Get serious about mediation: that’s the plea from community activist Leroy Bean. *File photo

Get serious about mediation: that’s the plea from community activist Leroy Bean. *File photo

Government needs to get serious about gang intervention and rehabilitation to prevent Bermuda’s gun problem from getting even worse.

That’s the verdict of pastor Leroy Bean — who runs anti-gang organization CARTEL.

Pastor Bean’s voluntary organization attempts to mediate between rival gangs, offer safe haven for those seeking to leave the lifestyle and create educational or job opportunities for ex-gangsters.

The group is regularly consulted by police and referenced by Government as a ‘go-to’ agency for young people who want to escape the bullets flying on the street.

But Pastor Bean believes ‘lip service’ is not enough.

He believes the Government needs to provide sufficient funds to allow CARTEL to expand its work.

He said no other agency had the access and the community contacts necessary to mediate street conflicts.

And he believes, with police and Government backing, CARTEL could help prevent shootings before they happen by mediating between rival groups.

In the long-term he believes the organization could convince and help young thugs to change their lifestyles.

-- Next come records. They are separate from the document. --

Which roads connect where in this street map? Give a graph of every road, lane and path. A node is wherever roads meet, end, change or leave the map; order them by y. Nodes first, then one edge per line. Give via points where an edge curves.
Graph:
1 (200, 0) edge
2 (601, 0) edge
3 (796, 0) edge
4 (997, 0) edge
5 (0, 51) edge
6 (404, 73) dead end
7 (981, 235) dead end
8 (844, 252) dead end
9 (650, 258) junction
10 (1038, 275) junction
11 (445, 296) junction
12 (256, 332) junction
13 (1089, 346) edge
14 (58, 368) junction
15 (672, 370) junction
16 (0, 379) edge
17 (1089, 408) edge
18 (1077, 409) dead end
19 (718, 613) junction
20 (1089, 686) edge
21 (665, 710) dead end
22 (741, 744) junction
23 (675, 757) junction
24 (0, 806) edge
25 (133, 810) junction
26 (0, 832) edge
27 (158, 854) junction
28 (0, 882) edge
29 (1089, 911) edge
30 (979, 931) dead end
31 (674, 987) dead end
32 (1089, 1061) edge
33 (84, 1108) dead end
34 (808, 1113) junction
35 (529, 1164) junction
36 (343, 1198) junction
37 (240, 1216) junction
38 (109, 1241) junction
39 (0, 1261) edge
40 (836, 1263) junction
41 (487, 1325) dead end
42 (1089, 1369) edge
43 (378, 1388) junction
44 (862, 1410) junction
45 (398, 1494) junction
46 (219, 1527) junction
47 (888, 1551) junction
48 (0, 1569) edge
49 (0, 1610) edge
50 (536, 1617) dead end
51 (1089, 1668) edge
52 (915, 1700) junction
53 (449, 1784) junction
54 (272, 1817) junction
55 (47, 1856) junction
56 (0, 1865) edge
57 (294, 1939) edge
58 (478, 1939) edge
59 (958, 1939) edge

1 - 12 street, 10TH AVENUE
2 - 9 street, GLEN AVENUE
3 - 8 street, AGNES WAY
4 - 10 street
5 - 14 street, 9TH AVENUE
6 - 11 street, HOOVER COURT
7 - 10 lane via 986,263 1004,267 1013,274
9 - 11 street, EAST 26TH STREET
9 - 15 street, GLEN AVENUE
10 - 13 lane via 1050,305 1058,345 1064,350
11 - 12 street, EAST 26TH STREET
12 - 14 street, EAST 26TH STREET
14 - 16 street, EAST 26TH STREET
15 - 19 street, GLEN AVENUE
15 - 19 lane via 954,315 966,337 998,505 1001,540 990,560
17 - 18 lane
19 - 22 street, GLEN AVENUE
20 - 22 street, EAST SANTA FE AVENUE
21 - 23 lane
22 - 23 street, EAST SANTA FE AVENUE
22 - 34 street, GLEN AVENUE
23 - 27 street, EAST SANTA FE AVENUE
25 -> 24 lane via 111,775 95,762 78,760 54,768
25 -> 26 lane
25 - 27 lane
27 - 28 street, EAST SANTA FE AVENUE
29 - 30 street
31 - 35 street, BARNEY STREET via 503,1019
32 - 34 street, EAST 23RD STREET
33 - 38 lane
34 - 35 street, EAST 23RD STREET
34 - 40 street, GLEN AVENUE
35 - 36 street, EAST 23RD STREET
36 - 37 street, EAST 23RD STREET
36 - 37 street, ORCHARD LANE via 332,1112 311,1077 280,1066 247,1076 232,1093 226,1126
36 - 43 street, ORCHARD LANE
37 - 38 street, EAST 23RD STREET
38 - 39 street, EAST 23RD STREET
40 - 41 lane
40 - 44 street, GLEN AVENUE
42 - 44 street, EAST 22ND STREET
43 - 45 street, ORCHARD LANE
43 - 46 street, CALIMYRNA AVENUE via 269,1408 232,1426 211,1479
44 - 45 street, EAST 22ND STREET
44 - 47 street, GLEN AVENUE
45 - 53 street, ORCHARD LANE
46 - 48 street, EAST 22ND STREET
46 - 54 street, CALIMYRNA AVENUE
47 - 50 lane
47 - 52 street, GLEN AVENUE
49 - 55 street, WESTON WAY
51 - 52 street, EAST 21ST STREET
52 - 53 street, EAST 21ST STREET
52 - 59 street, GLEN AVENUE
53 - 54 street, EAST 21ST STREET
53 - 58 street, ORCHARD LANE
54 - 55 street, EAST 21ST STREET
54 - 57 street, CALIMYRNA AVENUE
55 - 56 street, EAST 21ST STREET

“This is what we do already. But to do it on a larger scale we need finances.

“Right now CARTEL is the only anti-gang group out there on the front line. We need their backing to help us put a dent in this problem.

“Without proper funding we are just playing a game.”

He said programmes like Mirrors were helpful but they were not always getting through to the right people.

And he believes his group, which employs reformed gang members as well as social workers, could have a more direct effect on the streets.

A similar approach was used in Birmingham, England to combat gang crime with the Centre for Conflict Transformation playing a key role in mediating between warring thugs.

The group used community mediators, including former gang members, to help bring peace to the city.

Pastor Bean believes the same ideas can be used in Bermuda. But he insists the solution must be local.

“We’ve been working in this area for 12 years. We need to start to take it to another level.

“We always think the solution lies overseas. But real intervention requires community relationships, you have to build up trust.

“We have put a lot of money into punishment. We are passing all these laws about parenting but we haven’t put any money into prevention and intervention.”